Acredito que Raimundo esteja em uma das “moradas” se aperfeiçoando, crescendo, tornando-se melhor, porque, insisto, esse é o caminho de todos. Quando ele desencarnou, lembro-me de dois momentos marcantes. Um vivido por mim e outro pela amiga Márcia Pitão, que tinha [e tem] adoração por Raimundo.
No início de uma manhã de novembro de 2015, um domingo, ao sair de Aracaju, onde resido, com destino a Feira de Santana para o sepultamento de meu pai, tive a forte impressão de ele estar comigo, minha mulher, Rose, e meu filho João Pedro, dentro do carro viajando conosco, nos fazendo companhia. Acredito que ele estava ali.
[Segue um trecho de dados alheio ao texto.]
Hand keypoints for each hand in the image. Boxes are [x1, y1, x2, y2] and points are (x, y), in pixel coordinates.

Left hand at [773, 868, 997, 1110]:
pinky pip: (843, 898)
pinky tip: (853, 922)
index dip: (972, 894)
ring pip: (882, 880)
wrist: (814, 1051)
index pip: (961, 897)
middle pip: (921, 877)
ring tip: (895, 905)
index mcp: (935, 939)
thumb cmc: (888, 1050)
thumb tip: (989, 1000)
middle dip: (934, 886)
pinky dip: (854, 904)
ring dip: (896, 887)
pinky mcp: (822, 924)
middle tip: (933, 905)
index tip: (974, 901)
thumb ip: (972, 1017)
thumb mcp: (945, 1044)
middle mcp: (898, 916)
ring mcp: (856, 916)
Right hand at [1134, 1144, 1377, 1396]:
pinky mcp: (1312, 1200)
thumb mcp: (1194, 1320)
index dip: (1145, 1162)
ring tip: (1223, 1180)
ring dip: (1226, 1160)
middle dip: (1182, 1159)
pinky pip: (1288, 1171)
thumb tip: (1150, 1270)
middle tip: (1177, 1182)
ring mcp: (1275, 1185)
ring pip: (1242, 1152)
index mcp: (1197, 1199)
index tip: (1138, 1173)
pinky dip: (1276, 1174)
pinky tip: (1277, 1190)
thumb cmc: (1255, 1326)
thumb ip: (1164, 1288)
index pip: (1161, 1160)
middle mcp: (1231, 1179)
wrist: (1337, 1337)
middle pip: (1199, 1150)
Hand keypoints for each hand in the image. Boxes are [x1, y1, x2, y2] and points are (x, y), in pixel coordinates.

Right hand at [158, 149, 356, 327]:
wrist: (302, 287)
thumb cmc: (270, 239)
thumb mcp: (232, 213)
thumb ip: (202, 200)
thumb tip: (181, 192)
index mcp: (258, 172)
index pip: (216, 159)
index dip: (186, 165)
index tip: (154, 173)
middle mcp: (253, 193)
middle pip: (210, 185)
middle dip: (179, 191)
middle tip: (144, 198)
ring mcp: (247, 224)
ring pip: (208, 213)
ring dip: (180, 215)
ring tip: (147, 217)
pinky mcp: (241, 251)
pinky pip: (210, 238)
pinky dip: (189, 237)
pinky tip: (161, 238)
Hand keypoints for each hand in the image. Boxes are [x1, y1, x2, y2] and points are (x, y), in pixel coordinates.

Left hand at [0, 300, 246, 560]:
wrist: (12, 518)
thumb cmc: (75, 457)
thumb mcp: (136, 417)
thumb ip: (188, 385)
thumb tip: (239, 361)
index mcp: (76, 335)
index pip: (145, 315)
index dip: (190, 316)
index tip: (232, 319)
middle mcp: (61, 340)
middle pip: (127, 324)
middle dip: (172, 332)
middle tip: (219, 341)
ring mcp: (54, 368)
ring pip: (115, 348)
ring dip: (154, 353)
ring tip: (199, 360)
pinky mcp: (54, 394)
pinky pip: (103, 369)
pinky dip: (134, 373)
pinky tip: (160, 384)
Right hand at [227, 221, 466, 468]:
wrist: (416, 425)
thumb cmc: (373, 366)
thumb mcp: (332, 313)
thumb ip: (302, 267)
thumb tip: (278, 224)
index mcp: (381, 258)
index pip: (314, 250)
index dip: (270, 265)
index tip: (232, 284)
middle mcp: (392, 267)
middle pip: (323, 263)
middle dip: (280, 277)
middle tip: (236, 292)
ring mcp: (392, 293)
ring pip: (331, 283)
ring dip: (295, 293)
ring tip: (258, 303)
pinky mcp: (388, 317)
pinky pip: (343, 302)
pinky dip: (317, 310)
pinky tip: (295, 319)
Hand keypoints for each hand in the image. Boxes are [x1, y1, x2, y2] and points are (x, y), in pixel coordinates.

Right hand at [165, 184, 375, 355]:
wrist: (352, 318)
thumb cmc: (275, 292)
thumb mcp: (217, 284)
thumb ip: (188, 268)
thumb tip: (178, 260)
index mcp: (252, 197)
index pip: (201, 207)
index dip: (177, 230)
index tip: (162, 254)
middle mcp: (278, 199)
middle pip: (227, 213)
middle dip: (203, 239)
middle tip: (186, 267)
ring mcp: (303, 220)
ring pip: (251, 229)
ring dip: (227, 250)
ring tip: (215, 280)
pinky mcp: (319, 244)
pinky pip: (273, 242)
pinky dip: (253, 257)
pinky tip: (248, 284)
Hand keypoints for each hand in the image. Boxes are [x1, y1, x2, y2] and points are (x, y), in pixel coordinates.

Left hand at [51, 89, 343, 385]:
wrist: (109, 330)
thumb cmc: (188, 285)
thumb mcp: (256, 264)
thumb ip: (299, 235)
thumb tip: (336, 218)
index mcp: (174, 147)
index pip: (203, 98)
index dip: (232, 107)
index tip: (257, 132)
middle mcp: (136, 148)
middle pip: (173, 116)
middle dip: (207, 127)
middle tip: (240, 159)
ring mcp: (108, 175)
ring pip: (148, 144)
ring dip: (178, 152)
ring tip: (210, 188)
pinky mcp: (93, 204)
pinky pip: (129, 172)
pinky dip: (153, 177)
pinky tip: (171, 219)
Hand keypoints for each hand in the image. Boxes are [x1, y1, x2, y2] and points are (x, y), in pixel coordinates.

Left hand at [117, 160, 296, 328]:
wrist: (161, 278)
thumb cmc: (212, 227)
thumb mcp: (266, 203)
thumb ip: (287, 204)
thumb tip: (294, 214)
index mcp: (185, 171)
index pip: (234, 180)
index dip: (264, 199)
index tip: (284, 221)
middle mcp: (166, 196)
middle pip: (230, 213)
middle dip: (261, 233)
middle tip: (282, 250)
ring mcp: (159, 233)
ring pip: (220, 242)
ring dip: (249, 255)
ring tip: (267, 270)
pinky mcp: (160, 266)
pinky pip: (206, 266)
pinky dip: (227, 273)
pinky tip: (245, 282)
Passados alguns meses, eu estava no Dispensário de Santana, participando de uma missa festiva com a amiga Márcia Pitão e no final ela me disse: “Galinho estava aqui na missa”. Galo ou Galinho era o apelido de meu pai.
Portanto, o que está num jazigo perpétuo no Cemitério Piedade são os restos mortais de Raimundo. Ele, de fato, não está ali no túmulo como bem escreveu Mário Quintana. E para deixar uma reflexão, recordo-me da mensagem ditada pelo espírito Leocádio José Correia ao médium Maury Rodrigues da Cruz, da Sociedade Brasileira de Estudos Espíritas: “a vida não começa no berço e nem termina no túmulo”.
Feliz Dia dos Pais, Raimundo. Feliz dia aos pais encarnados e desencarnados.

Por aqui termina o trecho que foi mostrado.